Les contraintes que nous ne pouvons pas éliminer par des moyens techniques

Plusieurs contraintes strictes s’ajoutent aux limites biologiques, et l’honnêteté exige de les nommer. Il existe un paradoxe lié à la mort légale: le meilleur moment pour commencer la préservation serait avant la mort légale, mais cela reviendrait à un homicide ; nous devons donc attendre, tout en sachant que cette attente nuit à la fidélité de la préservation. Il y a le problème de l’autopsie: certains décès exigent légalement qu’une autopsie soit d’abord pratiquée, ce qui retarde la préservation et endommage le cerveau. Il y a la géographie: même avec des ressources illimitées, il est impossible de disposer instantanément d’une équipe partout ; ainsi, le lieu où l’on meurt détermine la qualité de la préservation. Aucun de ces éléments ne constitue une faille de la science ; il s’agit de frictions entre l’urgence biologique et le monde juridique et physique, et cela signifie que la qualité de la préservation varie réellement d’un patient à l’autre.

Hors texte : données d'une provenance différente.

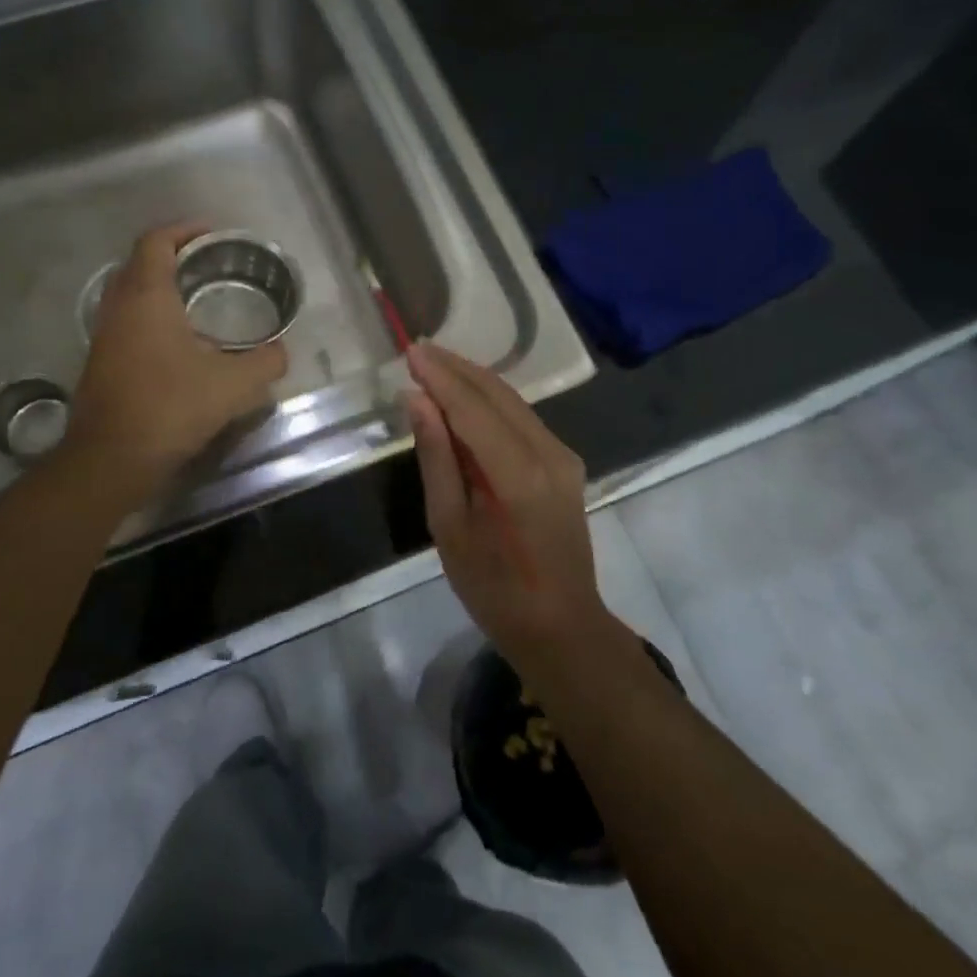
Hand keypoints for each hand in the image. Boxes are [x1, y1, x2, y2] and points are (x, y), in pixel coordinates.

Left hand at [66, 224, 288, 498]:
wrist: (111, 460)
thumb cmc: (170, 408)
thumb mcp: (233, 385)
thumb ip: (265, 362)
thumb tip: (281, 352)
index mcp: (146, 297)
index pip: (156, 241)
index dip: (184, 229)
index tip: (212, 234)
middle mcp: (119, 307)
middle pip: (140, 263)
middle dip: (174, 256)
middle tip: (210, 264)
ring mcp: (104, 335)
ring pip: (130, 294)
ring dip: (161, 288)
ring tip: (199, 300)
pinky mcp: (101, 362)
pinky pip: (127, 321)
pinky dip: (151, 316)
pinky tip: (180, 343)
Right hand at [405, 341, 612, 678]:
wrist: (561, 626)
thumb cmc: (493, 588)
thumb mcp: (449, 527)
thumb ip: (436, 458)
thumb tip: (417, 400)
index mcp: (517, 474)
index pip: (472, 408)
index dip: (440, 377)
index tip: (411, 351)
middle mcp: (548, 453)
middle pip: (497, 394)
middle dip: (456, 368)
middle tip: (418, 349)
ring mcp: (563, 456)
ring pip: (513, 401)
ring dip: (473, 380)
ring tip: (435, 364)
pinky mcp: (566, 463)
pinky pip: (523, 419)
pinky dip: (491, 401)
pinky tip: (466, 397)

Pourquoi on participe quand même à la course ?

Compte tenu de tout cela, pourquoi tenter le coup ? Parce que l’alternative garantit le pire des scénarios, contrairement à la tentative. Même une conservation dans de mauvaises conditions, avec de réels dommages ischémiques, recèle davantage d’informations que l’inhumation ou la crémation, qui n’en contiennent aucune. Une course difficile dont l’issue est incertaine vaut tout de même la peine d’être courue lorsque la seule autre option est de ne pas courir du tout. C’est le même calcul déséquilibré qu’une petite chance face à zéro, appliqué à la première heure plutôt qu’à un avenir lointain.

Nous sommes en compétition avec la chimie et la physique. Nous ne pouvons pas changer les règles de cette course, seulement la manière dont nous la menons. Et pour beaucoup d’entre nous, la mener du mieux que les circonstances le permettent est une raison suffisante pour essayer.